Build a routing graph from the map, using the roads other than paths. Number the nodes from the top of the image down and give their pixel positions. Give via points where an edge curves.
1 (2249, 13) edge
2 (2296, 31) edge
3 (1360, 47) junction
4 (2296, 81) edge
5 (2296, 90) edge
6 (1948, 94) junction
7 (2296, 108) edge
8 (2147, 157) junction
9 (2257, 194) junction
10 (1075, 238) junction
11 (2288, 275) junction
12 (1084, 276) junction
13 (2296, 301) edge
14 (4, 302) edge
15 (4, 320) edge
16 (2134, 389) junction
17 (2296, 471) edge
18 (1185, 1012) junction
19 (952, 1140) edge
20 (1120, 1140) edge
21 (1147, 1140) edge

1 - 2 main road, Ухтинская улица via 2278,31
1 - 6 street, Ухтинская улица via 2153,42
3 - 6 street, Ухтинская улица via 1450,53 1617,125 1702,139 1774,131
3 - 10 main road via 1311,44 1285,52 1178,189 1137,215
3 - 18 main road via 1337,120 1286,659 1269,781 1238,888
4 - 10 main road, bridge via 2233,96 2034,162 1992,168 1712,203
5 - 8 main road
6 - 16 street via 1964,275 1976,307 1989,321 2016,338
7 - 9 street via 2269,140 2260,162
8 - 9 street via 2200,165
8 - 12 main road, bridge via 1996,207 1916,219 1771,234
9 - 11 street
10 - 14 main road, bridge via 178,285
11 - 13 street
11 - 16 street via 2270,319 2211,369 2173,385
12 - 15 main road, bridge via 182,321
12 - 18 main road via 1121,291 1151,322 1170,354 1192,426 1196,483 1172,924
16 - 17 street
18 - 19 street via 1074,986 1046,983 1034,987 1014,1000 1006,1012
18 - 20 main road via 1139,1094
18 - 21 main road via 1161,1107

______________________________

Only the number is wanted: count the lines of the records that hold the word "bridge".

4